At this time, Augustus was very short of money and, as is always the
case, those to whom he owed aught became pressing as his readiness to
pay them gradually receded. But to be so spoken to by a lawyer,--he,
Scarborough of Tretton, as he had all but been,--to be so addressed by a
man whom he had regarded as old Grey's clerk, was bitter indeed. He had
been so exalted by that Nice marriage, had been so lifted high in the
world, that he was now absolutely prostrate. He quarrelled with his
lawyer, and he quarrelled also with Septimus Jones. There was no one
with whom he could discuss the matter, or rather no one who would
discuss it with him on his terms. So at last he accepted the money, and
went daily into the City in order that he might turn it into more. What
became of him in the City it is hardly the province of this chronicle to
tell.




CHAPTER LXIV.

THE LAST OF FLORENCE MOUNTJOY.


Now at last in this chapter has to be told the fate of Florence
Mountjoy, as far as it can be told in these pages. It was, at any rate,
her peculiarity to attach to herself, by bonds which could not easily be
severed, those who had once thought that they might be able to win her
love.

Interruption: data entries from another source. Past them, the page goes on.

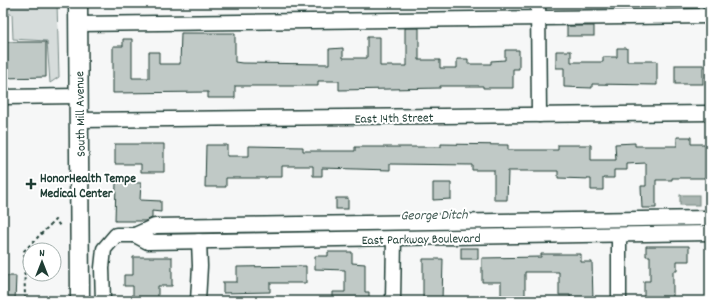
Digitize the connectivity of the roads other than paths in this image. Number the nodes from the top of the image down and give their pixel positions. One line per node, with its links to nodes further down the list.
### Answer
1 (78, 3): 5 (main road, South Mill Avenue)
2 (538, 3): 4 (street)
3 (710, 16): 4 (street)
4 (538, 18): 5 (street); 9 (street)
5 (78, 24): 6 (main road, South Mill Avenue)
6 (78, 96): 7 (street); 10 (main road, South Mill Avenue)
7 (3, 97)
8 (710, 114): 9 (street, East 14th Street)
9 (539, 115): 10 (street, East 14th Street)
10 (79, 120): 17 (main road, South Mill Avenue)
11 (710, 218): 13 (street, East Parkway Boulevard)
12 (710, 233): 14 (street, East Parkway Boulevard)
13 (135, 235): 16 (street, East Parkway Boulevard); 18 (street, East Parkway Boulevard)
14 (619, 236): 15 (street, East Parkway Boulevard); 21 (street)
15 (394, 239): 16 (street, East Parkway Boulevard); 20 (street)
16 (199, 241): 19 (street)
17 (80, 300)
18 (103, 301)
19 (198, 301)
20 (394, 301)
21 (619, 301)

An attempt has been made to show how firm and determined were the
affections of Harry Annesley, and how absolutely he trusted in her word
when once it had been given to him. He had seemed to think that when she
had even nodded to him, in answer to his assertion that he desired her
to be his wife, all his trouble as regarded her heart had been off his
mind.

There might be infinite trouble as to time,--as to ten years, three
years, or even one year; trouble in inducing her to promise that she
would become his wife in opposition to her mother; but he had felt sure
that she never would be the wife of any one else. How he had at last
succeeded in mitigating the opposition of her mother, so as to make the
three years, or even the one year, appear to himself an altogether
impossible delay, the reader knows. How he at last contrived to have his
own way altogether, so that, as Florence told him, she was merely a ball
in his hand, the reader will have to know very shortly. But not a shade
of doubt had ever clouded Harry's mind as to his eventual success since
she had nodded to him at Mrs. Armitage's ball. Though this girl's love
had been so grand a thing to have achieved, he was quite sure from that
moment that it would be his forever.

With Mountjoy Scarborough there had never come such a moment, and never
could; yet he had been very confident, so that he had lived on the
assurance that such a moment would come. And the self-deportment natural
to her had been such that he had shown his assurance. He never would
have succeeded; but he should not the less love her sincerely. And when
the time came for him to think what he should do with himself, those few
days after his father's death, he turned to her as his one prospect of
salvation. If his cousin Florence would be good to him all might yet be
well. He had come by that time to lose his assurance. He had recognized
Harry Annesley as his enemy, as has been told often enough in these
pages. Harry was to him a hateful stumbling-block. And he had not been
quite as sure of her fidelity to another as Harry had been sure of it to
himself. Tretton might prevail. Trettons do so often prevail. And the
girl's mother was all on his side. So he had gone to Cheltenham, true as
the needle to the pole, to try his luck yet once again. He had gone to
Cheltenham, and there he found Harry Annesley. All hopes for him were
then over and he started at once for Monaco; or, as he himself told
himself, for the devil.

Among the lovers of Florence some memory may attach itself to poor Hugh
Anderson. He too had been absolutely true to Florence. From the hour in
which he had first conceived the idea that she would make him happy as
his wife, it had gone on growing upon him with all the weight of love,
He did not quite understand why he should have loved her so dearly, but
thus it was. Such a Mrs. Hugh Anderson, with a pair of horses on the
boulevards, was to his imagination the most lovely sight which could be
painted. Then Florence took the mode of disabusing him which has been
told, and Hugh Anderson gave the required promise. Alas, in what an
unfortunate moment had he done so! Such was his own thought. For though
he was sure of his own attachment to her, he could not mount high enough
to be as sure of her to somebody else. It was a "sort of thing a man
oughtn't to have been asked to promise," he said to the third secretary.
And having so determined, he made up his mind to follow her to England
and to try his fortune once again.

Florence had just wished Harry good-bye for the day, or rather for the
week. She cared for nothing now in the way of protestations of
affection. "Come Harry--there now--don't be so unreasonable. Am not I
just as impatient as you are? This day fortnight you will be back, and
then--"

"Then there will be some peace, won't there? But mind you write every
day." And so Harry was whisked away, as triumphant a man as ever left
Cheltenham by the London train. On the following morning Hugh Anderson
reached Cheltenham and appeared in Montpellier Place.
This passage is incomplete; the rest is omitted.